Overall, the LEDS has established psychometric validity and is regarded as a state-of-the-art instrument for measuring life stress (Dohrenwend, 2006; Hammen, 2005;Monroe, 2008). Reliability for the present study for pairwise comparisons of 2 to 4 raters ranged from 0.72 to 0.79 (M = 0.76; Cohen’s κ, corrected for differences in the number of raters per event; Uebersax, 1982).

Depression Severity

Depression severity was assessed using the Beck Depression Inventory-IA and the Beck Depression Inventory-II (BDI; Beck and Steer, 1993; Beck et al., 1996b). A subsample of participants enrolled in the study (n = 58; severe life event n = 6; severe difficulty n = 9) completed the BDI-IA and the remaining participants (n = 36; severe life event n = 9; severe difficulty n = 3; severe life event and severe difficulty n = 2) completed the BDI-II. Because only 2 participants in this sample experienced both a severe life event and a severe difficulty, we were unable to include this as a group in our analyses. As such, these 2 participants were analyzed as both part of the severe life event group and the severe difficulty group. Excluding the participants who had experienced both types of stress did not significantly alter the major findings (all significant tests remained significant, p < 0.05, and all nonsignificant tests remained nonsignificant, p > 0.40). The BDI-IA was replaced by the BDI-II to improve assessment of diagnostically relevant depressive symptoms, given that symptoms assessed by the BDI-II are more consistent with the DSM-IV criteria for MDD than are those assessed by the BDI-IA. Both versions of the BDI are 21-item self-report checklists that measure intensity of depression by assessing cognitive, affective, behavioral, and physiological symptoms of the disorder. Extensive research has demonstrated that both the BDI-IA and the BDI-II possesses excellent psychometric properties, with reliability coefficients equaling 0.89 for the BDI-IA and 0.91 for the BDI-II (Beck et al., 1996b). BDI data were unavailable for 6 participants.

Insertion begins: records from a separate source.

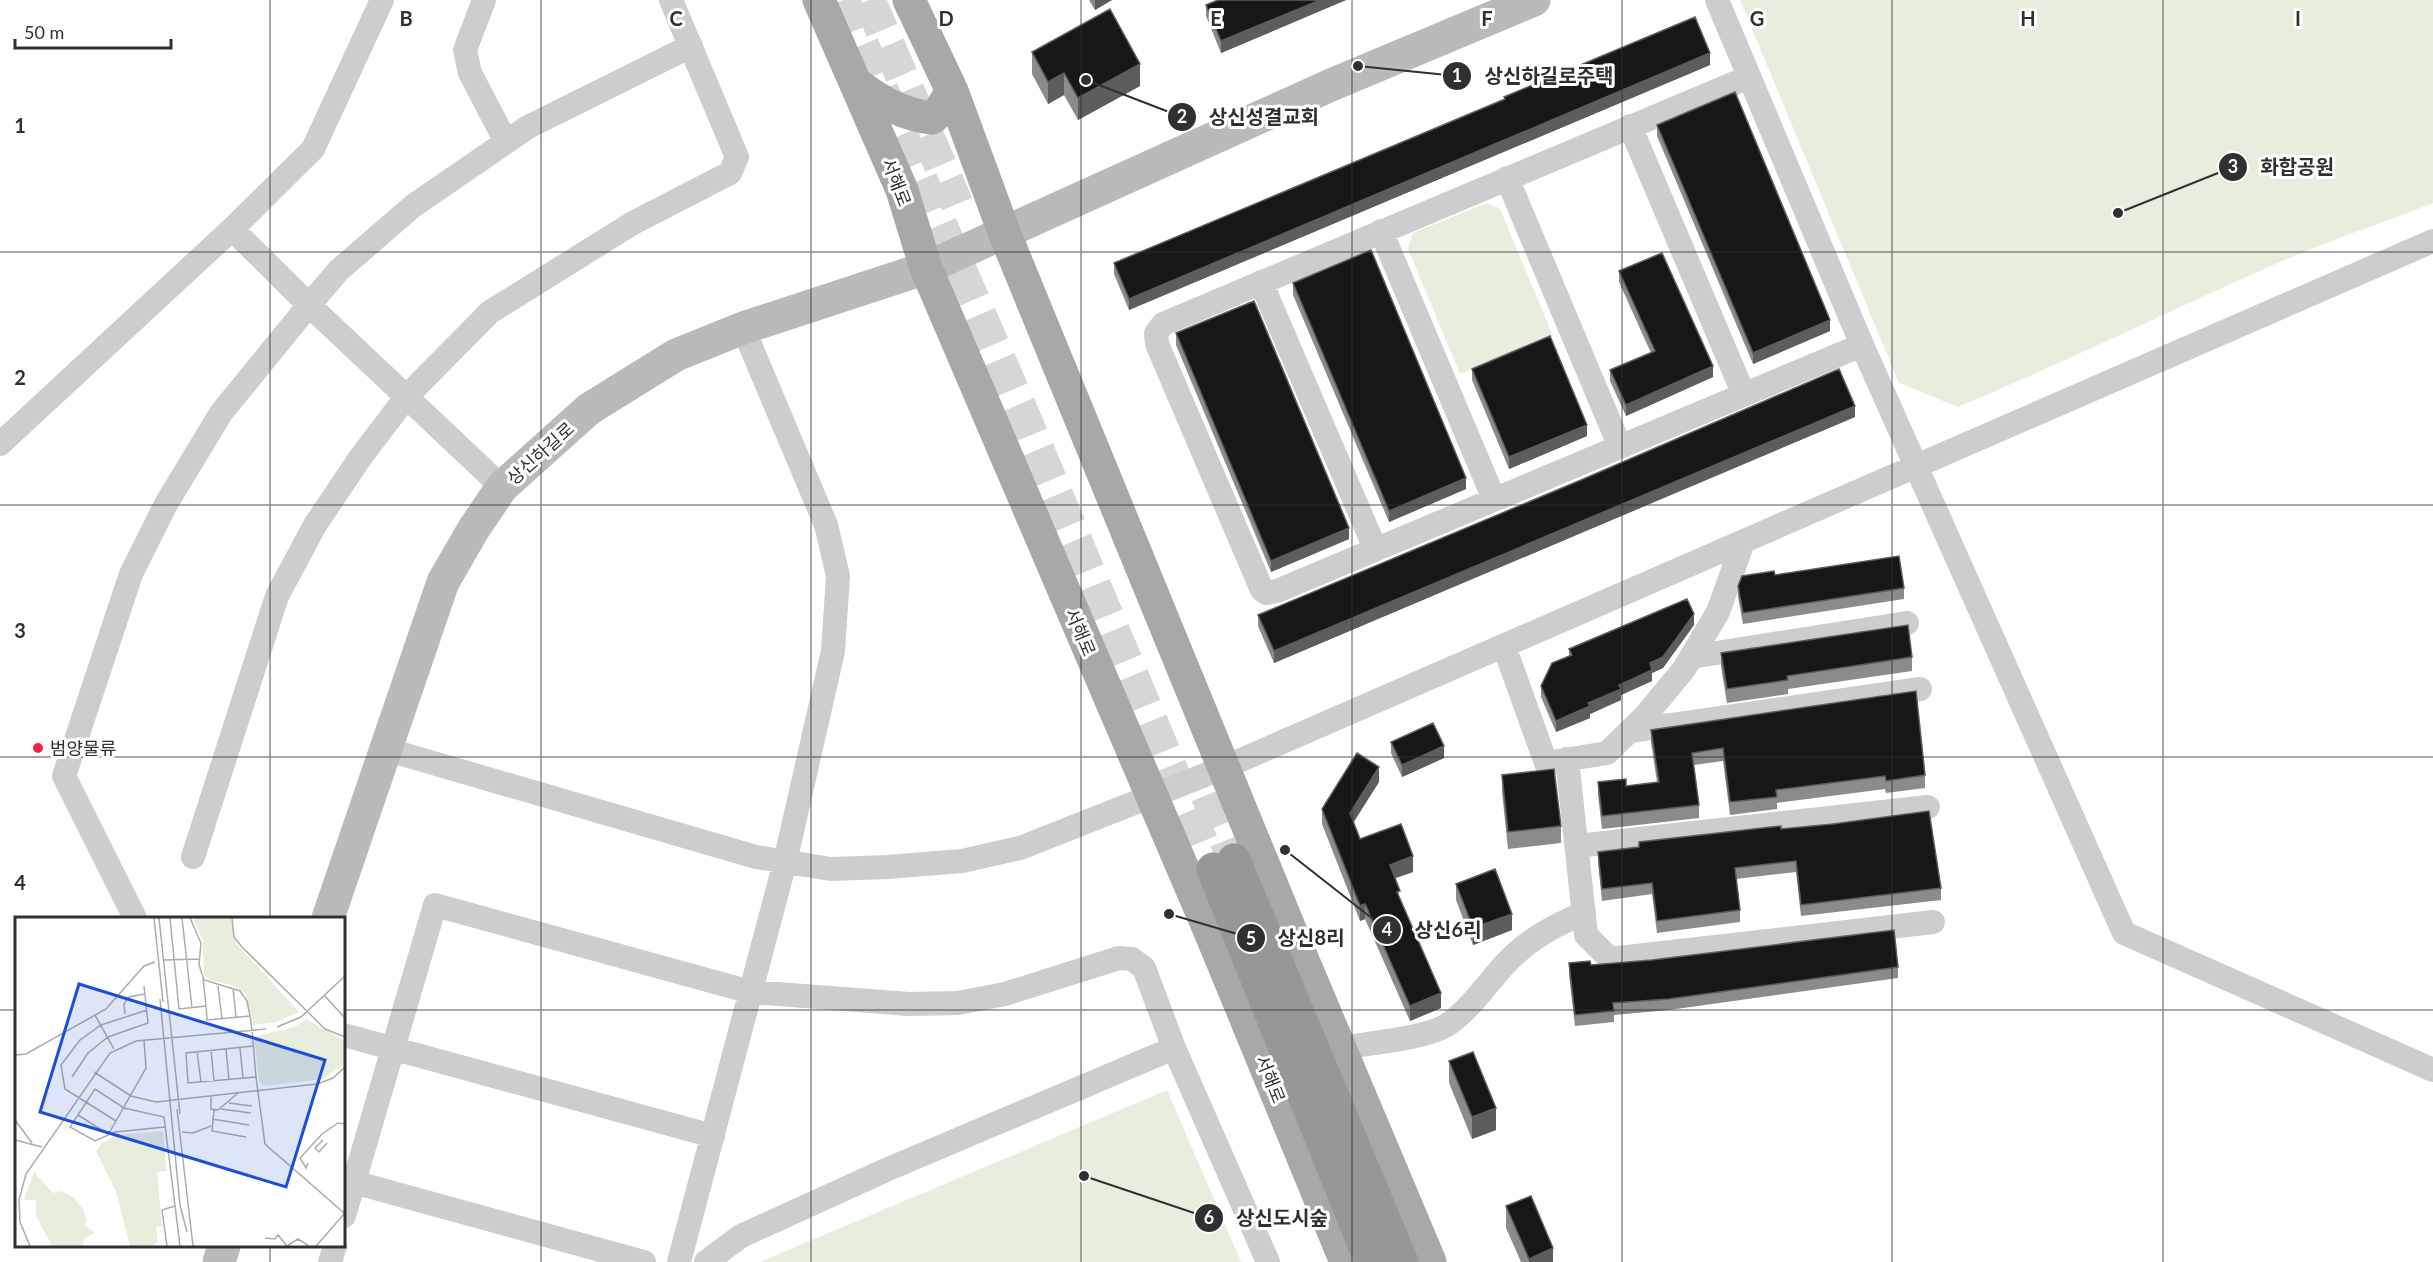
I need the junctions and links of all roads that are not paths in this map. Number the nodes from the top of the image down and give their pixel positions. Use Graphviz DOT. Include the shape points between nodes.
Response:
graph roads {
  1 [pos="382,0"];
  2 [pos="484,0"];
  3 [pos="671,0"];
  4 [pos="819,0"];
  5 [pos="909,0"];
  6 [pos="1534,0"];
  7 [pos="1717,0"];
  8 [pos="691,46"];
  9 [pos="1749,76"];
  10 [pos="858,85"];
  11 [pos="952,91"];
  12 [pos="1630,126"];
  13 [pos="506,142"];
  14 [pos="1507,178"];
  15 [pos="232,229"];
  16 [pos="1381,231"];
  17 [pos="1004,232"];
  18 [pos="2433,241"];
  19 [pos="926,268"];
  20 [pos="1261,282"];
  21 [pos="309,305"];
  22 [pos="743,328"];
  23 [pos="1862,345"];
  24 [pos="1744,395"];
  25 [pos="407,396"];
  26 [pos="0,444"];
  27 [pos="1620,447"];
  28 [pos="1915,467"];
  29 [pos="502,488"];
  30 [pos="1494,499"];
  31 [pos="1743,542"];
  32 [pos="1375,548"];
  33 [pos="1907,623"];
  34 [pos="1504,646"];
  35 [pos="1691,657"];
  36 [pos="1920,689"];
  37 [pos="1630,731"];
  38 [pos="385,749"];
  39 [pos="1568,759"];
  40 [pos="1225,767"];
  41 [pos="1150,796"];
  42 [pos="1929,807"];
  43 [pos="1577,846"];
  44 [pos="193,857"];
  45 [pos="785,862"];
  46 [pos="1225,868"];
  47 [pos="1584,914"];
  48 [pos="134,917"];
  49 [pos="328,917"];
  50 [pos="1933,922"];
  51 [pos="751,992"];
  52 [pos="345,1035"];
  53 [pos="393,1048"];
  54 [pos="1174,1048"];
  55 [pos="1340,1048"];
  56 [pos="2433,1070"];
  57 [pos="712,1136"];
  58 [pos="353,1182"];
  59 [pos="345,1212"];
  60 [pos="223,1247"];
  61 [pos="334,1247"];
  62 [pos="219,1262"];
  63 [pos="330,1262"];
  64 [pos="644,1262"];
  65 [pos="679,1262"];
  66 [pos="706,1262"];
  67 [pos="1268,1262"];
  68 [pos="1346,1262"];
  69 [pos="1371,1262"];
  70 [pos="1402,1262"];
  71 [pos="1430,1262"];
  1 -- 15 [label="street" via="313,149"];
  2 -- 13 [label="street" via="465,50 470,73"];
  3 -- 8 [label="street"];
  4 -- 10 [label="main road, 서해로"];
  5 -- 11 [label="main road, 서해로"];
  6 -- 17 [label="street, 상신하길로" via="1331,85"];
  7 -- 9 [label="street"];
  8 -- 13 [label="street" via="528,127"];
  8 -- 25 [label="street" via="736,158 730,173 633,223 490,312"];
  9 -- 12 [label="street"];
  9 -- 23 [label="street"];
  10 -- 11 [label="main road" via="910,116 932,118"];
  10 -- 19 [label="main road, 서해로" via="902,190"];
  11 -- 17 [label="main road, 서해로"];
  12 -- 14 [label="street"];
  12 -- 24 [label="street"];
  13 -- 21 [label="street" via="413,206 339,270"];
  14 -- 16 [label="street"];
  14 -- 27 [label="street"];
  15 -- 21 [label="street"];
  15 -- 26 [label="street"];
  16 -- 20 [label="street"];
  16 -- 30 [label="street"];
  17 -- 19 [label="street, 상신하길로"];
  17 -- 40 [label="main road, 서해로"];
  18 -- 28 [label="street"];
  19 -- 22 [label="street, 상신하길로"];
  19 -- 41 [label="main road, 서해로"];
  20 -- 32 [label="street"];
  20 -- 32 [label="street" via="1168,320 1159,328 1156,338 1258,584 1271,593"];
  21 -- 25 [label="street"];
  21 -- 48 [label="street" via="221,413 166,504 131,574 64,776"];
  22 -- 29 [label="street, 상신하길로" via="676,355 589,409"];
  22 -- 45 [label="street" via="826,525 838,576 833,651"];
  23 -- 24 [label="street"];
  23 -- 28 [label="street"];
  24 -- 27 [label="street"];
  25 -- 29 [label="street"];
  25 -- 44 [label="street" via="315,525 277,596"];
  27 -- 30 [label="street"];
  28 -- 31 [label="street"];
  28 -- 56 [label="street" via="2124,933"];
  29 -- 38 [label="street, 상신하길로" via="443,582"];
  30 -- 32 [label="street"];
  31 -- 34 [label="street"];
  31 -- 35 [label="street" via="1718,612"];
  33 -- 35 [label="street"];
  34 -- 39 [label="street" via="1546,763"];
  34 -- 40 [label="street"];
  35 -- 37 [label="street"];
  36 -- 37 [label="street"];
  37 -- 39 [label="street" via="1606,753"];
  38 -- 45 [label="street" via="756,857"];
  38 -- 49 [label="street, 상신하길로"];
  39 -- 43 [label="street"];
  40 -- 41 [label="street"];
  40 -- 46 [label="main road, 서해로"];
  41 -- 45 [label="street" via="1020,848 962,861 831,869"];
  41 -- 46 [label="main road, 서해로"];
  42 -- 43 [label="street"];
  43 -- 47 [label="street"];
  45 -- 51 [label="street"];
  46 -- 55 [label="main road, 서해로"];
  46 -- 68 [label="main road, 서해로"];
  46 -- 69 [label="highway, 서해로"];
  46 -- 70 [label="highway, 서해로"];
  47 -- 50 [label="street" via="1586,935 1610,960"];
  47 -- 55 [label="street" via="1532,940 1447,1024 1431,1032"];
  51 -- 53 [label="street" via="435,906"];
  51 -- 54 [label="street" via="909,1004 958,1003 1005,994 1126,957 1144,968"];
  51 -- 57 [label="street"];
  52 -- 53 [label="street"];
  53 -- 57 [label="street"];
  53 -- 58 [label="street"];
  54 -- 66 [label="street" via="741,1236"];
  54 -- 67 [label="street"];
  55 -- 71 [label="main road, 서해로"];
  57 -- 65 [label="street"];
  58 -- 59 [label="street"];
  58 -- 64 [label="street"];
  60 -- 62 [label="street"];
  61 -- 63 [label="street"];
}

Cognitive and somatic subscales were also created for each version of the BDI, derived from the principal components analysis conducted by Steer et al. (1987) and used by Monroe et al. (2001). For the BDI-IA, the cognitive subscale included the items assessing sadness, pessimism, feelings of past failure, loss of pleasure, feelings of guilt, feelings of punishment, self-dislike, self-criticism, suicidal thoughts or wishes, crying, cognitive agitation, loss of interest, indecisiveness, and feelings of unattractiveness. The cognitive subscale for the BDI-II included all items from the BDI-IA, but the item assessing feelings of unattractiveness was dropped and replaced by an item assessing worthlessness. The somatic subscale for the BDI-IA included items assessing tiredness or fatigue, changes in sleep, changes in appetite, changes in weight, health preoccupations, and loss of interest in sex. The somatic subscale for the BDI-II substituted new items assessing concentrating difficulty and loss of energy for the BDI-IA item assessing somatic preoccupation. For more information on the BDI-IA and BDI-II, see Beck et al. (1996a).

Global Functioning

The Global Assessment of Functioning scale (GAF, Axis V, DSM-IV; American Psychiatric Association, 2000) was used to assess current level of global functioning. The GAF characterizes an individual’s overall level of psychological, social, and occupational functioning. Ratings are made by a diagnostician on the basis of the SCID and range from 1 (lowest level of functioning) to 100 (highest level of functioning). The high reliability of the GAF scale has been demonstrated in prior work (Endicott et al., 1976), and with this team of interviewers (Kasch et al., 2002).

Data Analyses

We conducted analyses to test whether participants with and without a preonset severe acute event (ns = 19 and 81, respectively) and with and without a preonset severe chronic difficulty (ns = 15 and 85, respectively) differed on BDI and level of global functioning scores. For the BDI analyses, we tested for differences on 5 scale scores. First, as an overall measure of depression severity, we combined BDI total scores for participants who completed the BDI-IA and the BDI-II. Next, we conducted separate analyses for participants who completed the BDI-IA and the BDI-II to test for potential differences between these 2 measures. Finally, after the recommendations of investigators who have underscored the importance of examining specific symptoms and classes of symptoms of depression (e.g., Costello, 1993; Persons, 1986), we analyzed the association of severe acute life events and chronic difficulties with participants’ cognitive and somatic subscale scores for each version of the BDI (i.e., IA and II). Because of minor differences between the items comprising the subscales, we were unable to combine the cognitive and somatic subscale scores across participants completing the BDI-IA and the BDI-II; these analyses were thus conducted separately by BDI type.

RESULTS

Preliminary Analyses

Preliminary analyses were conducted on the major demographic variables (i.e., sex, age, ethnicity, income, education). These factors were found to be unrelated to depression severity, as measured by the BDI, classes of depressive symptoms, and global functioning (p > 0.40). Treatment status was also unrelated to depression severity (p > 0.10). In addition, the presence of a preonset severe life event and severe chronic difficulty were both unrelated to sex, ethnicity, income, and education (p > 0.40). Although age was unrelated to the presence of a preonset severe life event, participants with a preonset severe difficulty were significantly older (M = 45.14, SD = 8.84) than were participants without a preonset severe difficulty (M = 33.57, SD = 9.73), t (98) = 4.21, p < 0.001, d = 1.2. Consequently, when appropriate in the subsequent analyses, we statistically adjusted for age.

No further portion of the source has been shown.